Una volta successe che ero nel carcere di Alessandria, si decidono a venire a farmi un colloquio ma quel giorno che loro vennero io fui trasferito in un altro carcere, e sono dovuti tornarsene a casa senza vedermi, questo per dire che non basta che i famigliari scelgano un giorno dove possano fare il sacrificio di affrontare un viaggio e altro… devono anche essere fortunati che in quel giorno non vieni trasferito come è successo a me. È così che l’affettività se ne va a farsi distruggere dal tempo e dalle incomprensibili decisioni di chi ci trasferisce da un carcere all’altro.

Ma non ci sono solo i famigliari. E gli amici?
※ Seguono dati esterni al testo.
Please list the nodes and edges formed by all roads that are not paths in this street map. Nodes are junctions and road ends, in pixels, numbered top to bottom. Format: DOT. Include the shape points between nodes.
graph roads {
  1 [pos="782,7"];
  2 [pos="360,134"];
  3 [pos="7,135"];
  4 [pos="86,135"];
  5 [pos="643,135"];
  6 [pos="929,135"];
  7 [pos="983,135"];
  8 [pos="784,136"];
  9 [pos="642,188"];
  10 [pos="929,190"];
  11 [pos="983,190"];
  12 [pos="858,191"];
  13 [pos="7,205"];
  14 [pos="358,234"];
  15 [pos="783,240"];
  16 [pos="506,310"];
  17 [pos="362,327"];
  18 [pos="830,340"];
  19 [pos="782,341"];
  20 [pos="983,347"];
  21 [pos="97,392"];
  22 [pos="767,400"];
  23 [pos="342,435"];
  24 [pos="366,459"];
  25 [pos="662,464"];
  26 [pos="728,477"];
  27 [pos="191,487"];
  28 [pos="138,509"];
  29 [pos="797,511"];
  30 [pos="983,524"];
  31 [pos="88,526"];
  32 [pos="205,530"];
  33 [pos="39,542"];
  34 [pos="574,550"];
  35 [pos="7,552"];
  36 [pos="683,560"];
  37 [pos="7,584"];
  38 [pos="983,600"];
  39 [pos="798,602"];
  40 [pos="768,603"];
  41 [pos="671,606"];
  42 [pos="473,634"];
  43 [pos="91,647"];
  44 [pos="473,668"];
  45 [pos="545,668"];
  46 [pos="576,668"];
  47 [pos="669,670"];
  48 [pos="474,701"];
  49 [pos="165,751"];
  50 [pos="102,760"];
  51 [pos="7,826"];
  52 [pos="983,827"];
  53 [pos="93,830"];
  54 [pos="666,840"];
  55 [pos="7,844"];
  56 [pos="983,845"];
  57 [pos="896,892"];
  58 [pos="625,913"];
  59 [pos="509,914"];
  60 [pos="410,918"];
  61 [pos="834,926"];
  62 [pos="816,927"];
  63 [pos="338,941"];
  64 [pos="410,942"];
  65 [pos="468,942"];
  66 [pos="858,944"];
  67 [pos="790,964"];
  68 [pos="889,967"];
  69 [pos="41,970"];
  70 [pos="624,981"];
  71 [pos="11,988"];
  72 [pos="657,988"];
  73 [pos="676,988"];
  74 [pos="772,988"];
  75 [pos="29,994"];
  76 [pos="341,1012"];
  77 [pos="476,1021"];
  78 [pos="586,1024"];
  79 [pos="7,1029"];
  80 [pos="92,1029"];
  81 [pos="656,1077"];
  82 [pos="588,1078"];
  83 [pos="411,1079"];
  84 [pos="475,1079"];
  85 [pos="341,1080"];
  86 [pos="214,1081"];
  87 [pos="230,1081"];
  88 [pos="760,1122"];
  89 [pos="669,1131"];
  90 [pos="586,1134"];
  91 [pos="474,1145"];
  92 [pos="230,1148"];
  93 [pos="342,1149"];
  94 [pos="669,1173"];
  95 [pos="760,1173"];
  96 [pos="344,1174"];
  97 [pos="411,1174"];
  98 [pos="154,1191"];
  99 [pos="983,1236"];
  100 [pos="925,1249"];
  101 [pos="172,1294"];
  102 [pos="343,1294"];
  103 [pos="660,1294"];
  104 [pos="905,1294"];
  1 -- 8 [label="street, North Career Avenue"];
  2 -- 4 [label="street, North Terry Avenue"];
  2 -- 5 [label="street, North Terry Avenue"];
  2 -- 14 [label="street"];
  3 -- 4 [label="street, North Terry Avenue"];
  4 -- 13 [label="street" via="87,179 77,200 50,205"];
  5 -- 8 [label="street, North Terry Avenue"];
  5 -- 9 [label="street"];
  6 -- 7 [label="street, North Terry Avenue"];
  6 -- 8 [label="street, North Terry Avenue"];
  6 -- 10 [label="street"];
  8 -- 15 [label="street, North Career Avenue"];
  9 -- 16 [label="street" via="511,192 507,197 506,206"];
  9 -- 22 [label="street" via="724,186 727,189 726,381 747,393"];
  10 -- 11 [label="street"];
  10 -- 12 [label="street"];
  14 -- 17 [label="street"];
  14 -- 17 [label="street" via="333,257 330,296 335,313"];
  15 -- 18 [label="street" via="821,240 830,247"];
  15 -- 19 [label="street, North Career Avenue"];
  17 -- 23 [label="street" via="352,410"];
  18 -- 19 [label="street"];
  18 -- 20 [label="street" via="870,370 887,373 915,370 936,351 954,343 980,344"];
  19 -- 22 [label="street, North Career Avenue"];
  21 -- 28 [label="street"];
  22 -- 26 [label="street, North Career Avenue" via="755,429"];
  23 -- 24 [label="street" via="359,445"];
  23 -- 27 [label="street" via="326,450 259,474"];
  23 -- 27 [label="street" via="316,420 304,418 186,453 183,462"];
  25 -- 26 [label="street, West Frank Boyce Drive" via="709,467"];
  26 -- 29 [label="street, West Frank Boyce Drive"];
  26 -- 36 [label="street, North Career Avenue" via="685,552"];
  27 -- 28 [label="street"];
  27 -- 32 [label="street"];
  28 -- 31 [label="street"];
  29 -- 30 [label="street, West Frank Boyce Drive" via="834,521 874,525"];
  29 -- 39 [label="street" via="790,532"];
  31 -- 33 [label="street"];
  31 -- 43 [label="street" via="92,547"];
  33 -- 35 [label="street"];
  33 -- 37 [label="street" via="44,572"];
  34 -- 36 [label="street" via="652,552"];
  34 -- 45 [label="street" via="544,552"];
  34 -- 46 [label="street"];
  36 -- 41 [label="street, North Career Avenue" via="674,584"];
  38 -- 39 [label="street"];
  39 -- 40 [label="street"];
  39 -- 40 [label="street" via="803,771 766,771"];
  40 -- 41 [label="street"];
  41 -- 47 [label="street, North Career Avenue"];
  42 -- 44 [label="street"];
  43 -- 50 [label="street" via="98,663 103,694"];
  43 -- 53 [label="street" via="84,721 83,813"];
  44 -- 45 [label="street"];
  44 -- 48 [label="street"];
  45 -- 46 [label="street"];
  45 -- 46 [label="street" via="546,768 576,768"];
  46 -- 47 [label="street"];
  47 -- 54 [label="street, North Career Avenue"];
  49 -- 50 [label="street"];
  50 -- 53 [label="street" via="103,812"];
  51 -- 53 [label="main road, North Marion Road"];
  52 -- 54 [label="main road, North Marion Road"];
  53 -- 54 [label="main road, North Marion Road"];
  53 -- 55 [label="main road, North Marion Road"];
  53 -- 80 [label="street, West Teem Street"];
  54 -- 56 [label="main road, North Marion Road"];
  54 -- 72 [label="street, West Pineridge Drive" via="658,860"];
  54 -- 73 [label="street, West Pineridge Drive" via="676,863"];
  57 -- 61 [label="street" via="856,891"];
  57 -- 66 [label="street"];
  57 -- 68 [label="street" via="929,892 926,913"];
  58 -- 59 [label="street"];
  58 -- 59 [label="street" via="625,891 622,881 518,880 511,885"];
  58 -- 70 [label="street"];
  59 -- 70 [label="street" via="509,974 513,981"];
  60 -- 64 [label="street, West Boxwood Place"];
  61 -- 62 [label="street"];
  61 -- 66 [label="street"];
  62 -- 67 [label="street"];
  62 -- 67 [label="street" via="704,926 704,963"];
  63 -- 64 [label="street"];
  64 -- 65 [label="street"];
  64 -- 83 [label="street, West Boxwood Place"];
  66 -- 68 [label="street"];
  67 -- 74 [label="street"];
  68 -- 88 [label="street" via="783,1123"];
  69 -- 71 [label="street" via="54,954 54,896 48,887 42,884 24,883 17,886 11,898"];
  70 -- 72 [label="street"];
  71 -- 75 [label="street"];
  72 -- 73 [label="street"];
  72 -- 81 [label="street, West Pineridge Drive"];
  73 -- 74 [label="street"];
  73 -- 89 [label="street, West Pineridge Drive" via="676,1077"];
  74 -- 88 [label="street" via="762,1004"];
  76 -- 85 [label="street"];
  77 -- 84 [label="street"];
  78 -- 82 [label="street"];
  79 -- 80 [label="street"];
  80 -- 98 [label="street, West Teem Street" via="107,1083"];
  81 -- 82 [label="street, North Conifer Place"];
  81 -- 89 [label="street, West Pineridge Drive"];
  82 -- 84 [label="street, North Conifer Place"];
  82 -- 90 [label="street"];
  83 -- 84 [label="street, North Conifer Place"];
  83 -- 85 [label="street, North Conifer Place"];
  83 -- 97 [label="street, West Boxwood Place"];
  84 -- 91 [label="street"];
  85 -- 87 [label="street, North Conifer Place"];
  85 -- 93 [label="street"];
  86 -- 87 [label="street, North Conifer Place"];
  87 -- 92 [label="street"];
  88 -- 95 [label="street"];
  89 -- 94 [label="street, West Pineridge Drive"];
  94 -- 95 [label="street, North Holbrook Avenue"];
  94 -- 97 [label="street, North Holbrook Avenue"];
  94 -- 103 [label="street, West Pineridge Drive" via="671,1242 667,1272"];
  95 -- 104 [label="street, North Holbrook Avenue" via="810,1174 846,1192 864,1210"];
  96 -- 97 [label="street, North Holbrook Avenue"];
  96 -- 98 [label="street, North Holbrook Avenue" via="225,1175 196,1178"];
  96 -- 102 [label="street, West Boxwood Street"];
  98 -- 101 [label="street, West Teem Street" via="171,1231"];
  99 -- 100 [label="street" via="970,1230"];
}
Vogliamo forse negare che il valore dell’amicizia sia importante?

Come può un’amica, non sentirti non vederti e neppure sperare di poterlo fare in un tempo determinato e ragionevole? Mi hanno fatto girare per tutta l’Italia e se questa era la mia punizione, perché l’hanno fatta patire ai famigliari e alle persone che con me avevano un legame affettivo? Credevo di essere in carcere per scontare la mia pena, invece mi sono ritrovato privato non solo della libertà ma anche degli affetti, torturato ora dopo ora per 19 anni, a pensare chissà quante volte qualcuno ha pianto perché non poteva vedermi o starmi vicino o ancora peggio perché magari aveva bisogno di un mio abbraccio. Ma io ero (ancora oggi non so il perché) in Sicilia o a Napoli o…

Domandiamoci se e quanto possa essere utile alla società mettere in atto questi trasferimenti da una regione all’altra senza un apparente perché.